Goal: MCP lets Codex connect to external tools and services. That is powerful and risky. This lesson teaches you what MCP is, how to inspect your current setup, and how to start with one official read-only server before you connect anything stronger.

What to do

01

Understand what MCP is - in plain English

MCP stands for Model Context Protocol. In plain English, it is how you give Codex access to tools and services outside your project folder. Without MCP, Codex works inside the project and the tools already built into your environment. With MCP, Codex can reach into connected systems like documentation servers or third-party services. That is why every MCP connection should be treated as extra access, not just a convenience feature.

02

Inspect your current MCP setup with the real CLI command

Do not ask Codex to guess.
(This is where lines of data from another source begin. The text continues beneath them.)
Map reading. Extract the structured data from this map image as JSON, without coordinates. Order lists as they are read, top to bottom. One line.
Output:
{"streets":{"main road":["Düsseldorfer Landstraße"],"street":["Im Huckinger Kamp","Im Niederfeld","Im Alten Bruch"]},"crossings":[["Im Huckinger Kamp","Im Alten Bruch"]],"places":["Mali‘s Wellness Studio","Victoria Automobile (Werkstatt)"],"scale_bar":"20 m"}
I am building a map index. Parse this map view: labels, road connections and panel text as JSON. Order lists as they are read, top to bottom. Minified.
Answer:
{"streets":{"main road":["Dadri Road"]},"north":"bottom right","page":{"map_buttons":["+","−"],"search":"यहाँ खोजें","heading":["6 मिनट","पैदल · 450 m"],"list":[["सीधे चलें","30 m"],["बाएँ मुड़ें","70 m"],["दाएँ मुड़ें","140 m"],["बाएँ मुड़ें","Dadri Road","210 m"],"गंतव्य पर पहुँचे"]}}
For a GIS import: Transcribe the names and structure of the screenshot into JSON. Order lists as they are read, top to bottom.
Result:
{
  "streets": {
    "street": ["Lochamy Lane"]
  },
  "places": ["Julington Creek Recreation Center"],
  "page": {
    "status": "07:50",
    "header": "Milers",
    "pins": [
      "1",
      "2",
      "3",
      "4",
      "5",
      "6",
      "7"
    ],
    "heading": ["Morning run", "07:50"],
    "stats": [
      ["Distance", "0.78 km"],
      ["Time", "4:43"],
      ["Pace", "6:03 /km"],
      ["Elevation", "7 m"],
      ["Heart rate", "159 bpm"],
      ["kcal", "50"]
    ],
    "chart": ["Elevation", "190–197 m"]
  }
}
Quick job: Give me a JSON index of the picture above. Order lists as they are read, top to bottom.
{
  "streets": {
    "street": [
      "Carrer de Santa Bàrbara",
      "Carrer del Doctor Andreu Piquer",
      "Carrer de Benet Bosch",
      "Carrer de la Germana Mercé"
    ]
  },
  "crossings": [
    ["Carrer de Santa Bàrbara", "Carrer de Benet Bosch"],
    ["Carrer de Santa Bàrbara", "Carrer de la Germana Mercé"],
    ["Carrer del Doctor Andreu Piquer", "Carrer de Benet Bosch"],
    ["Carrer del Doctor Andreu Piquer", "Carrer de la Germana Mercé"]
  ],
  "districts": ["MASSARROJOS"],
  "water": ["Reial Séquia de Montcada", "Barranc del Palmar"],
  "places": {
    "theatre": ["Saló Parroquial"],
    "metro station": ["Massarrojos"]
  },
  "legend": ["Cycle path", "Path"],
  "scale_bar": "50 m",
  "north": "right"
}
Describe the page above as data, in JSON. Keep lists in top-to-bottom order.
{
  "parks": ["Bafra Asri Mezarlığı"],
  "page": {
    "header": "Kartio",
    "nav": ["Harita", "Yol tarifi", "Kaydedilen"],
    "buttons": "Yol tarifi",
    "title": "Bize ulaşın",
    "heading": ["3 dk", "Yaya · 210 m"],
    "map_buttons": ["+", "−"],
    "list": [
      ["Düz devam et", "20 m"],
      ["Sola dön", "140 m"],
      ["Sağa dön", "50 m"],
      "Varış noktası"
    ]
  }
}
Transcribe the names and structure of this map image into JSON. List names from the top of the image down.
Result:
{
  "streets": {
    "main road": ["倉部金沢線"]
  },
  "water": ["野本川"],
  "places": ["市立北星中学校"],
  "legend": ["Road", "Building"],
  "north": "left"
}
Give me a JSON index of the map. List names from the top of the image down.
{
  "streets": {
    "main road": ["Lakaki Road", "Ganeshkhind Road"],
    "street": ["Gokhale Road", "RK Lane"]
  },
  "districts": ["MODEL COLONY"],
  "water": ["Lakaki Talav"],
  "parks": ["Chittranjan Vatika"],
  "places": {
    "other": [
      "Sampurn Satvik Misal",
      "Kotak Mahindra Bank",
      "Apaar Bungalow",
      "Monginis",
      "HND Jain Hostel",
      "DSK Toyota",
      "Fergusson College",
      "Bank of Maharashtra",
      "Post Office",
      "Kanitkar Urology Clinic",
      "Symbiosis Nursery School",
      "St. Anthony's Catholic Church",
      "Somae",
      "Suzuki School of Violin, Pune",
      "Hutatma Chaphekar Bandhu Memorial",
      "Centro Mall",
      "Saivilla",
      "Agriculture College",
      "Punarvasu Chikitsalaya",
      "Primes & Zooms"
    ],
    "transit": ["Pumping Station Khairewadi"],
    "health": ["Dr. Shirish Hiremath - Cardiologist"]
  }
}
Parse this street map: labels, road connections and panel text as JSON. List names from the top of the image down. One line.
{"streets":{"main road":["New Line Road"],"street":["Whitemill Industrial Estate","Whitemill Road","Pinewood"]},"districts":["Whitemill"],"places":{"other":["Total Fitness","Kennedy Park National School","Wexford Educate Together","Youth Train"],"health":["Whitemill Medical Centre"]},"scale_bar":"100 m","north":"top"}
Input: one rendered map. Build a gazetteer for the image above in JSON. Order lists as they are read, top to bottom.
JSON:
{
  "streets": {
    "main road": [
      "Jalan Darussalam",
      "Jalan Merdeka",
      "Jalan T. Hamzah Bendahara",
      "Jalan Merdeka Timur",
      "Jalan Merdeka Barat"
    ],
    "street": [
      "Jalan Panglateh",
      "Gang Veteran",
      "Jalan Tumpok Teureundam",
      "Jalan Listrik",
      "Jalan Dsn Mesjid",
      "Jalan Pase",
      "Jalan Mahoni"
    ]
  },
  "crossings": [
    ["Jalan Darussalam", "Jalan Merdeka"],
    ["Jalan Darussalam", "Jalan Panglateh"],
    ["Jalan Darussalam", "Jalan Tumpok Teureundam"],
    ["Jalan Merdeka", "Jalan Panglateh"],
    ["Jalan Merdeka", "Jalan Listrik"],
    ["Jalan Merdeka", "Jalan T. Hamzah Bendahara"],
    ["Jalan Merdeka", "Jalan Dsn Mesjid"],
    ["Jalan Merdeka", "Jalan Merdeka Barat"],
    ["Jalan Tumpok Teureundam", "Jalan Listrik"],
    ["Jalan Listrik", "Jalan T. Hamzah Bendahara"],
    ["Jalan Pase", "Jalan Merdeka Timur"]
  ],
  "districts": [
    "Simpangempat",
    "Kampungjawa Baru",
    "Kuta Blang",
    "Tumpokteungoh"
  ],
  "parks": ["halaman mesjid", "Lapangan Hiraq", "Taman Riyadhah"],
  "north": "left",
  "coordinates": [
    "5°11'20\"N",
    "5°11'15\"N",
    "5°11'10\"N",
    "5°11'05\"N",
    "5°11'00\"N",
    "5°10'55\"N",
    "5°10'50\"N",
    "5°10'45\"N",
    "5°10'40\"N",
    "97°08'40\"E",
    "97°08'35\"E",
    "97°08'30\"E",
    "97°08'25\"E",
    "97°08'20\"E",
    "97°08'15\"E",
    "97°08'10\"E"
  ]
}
Use the actual Codex CLI command that lists configured servers. Run this in the terminal:

codex mcp list
03

Decide whether you need MCP right now

Ask three questions. First: is there a task I cannot solve because Codex cannot see outside this project folder, Second: would a connected tool solve that exact problem, Third: do I understand what data that tool would expose, If you answered no to the first question, you do not need MCP today. If you answered no to the third, stop there until you can explain the access in plain English.

04

Practice with one official read-only server first

If you want to learn the command flow safely, start with the official OpenAI developer docs server. It is read-only, so this is a much safer first connection than GitHub, a database, or anything that can change external state. Run this in the terminal:

codex mcp add openaiDeveloperDocs --url https://developers.openai.com/mcp
05

Verify the server and ask one docs question

Run codex mcp list again so you can confirm the server is registered. Then ask Codex a simple OpenAI docs question and see whether it uses the docs server to answer. The goal is to prove the whole loop works before you even think about stronger integrations.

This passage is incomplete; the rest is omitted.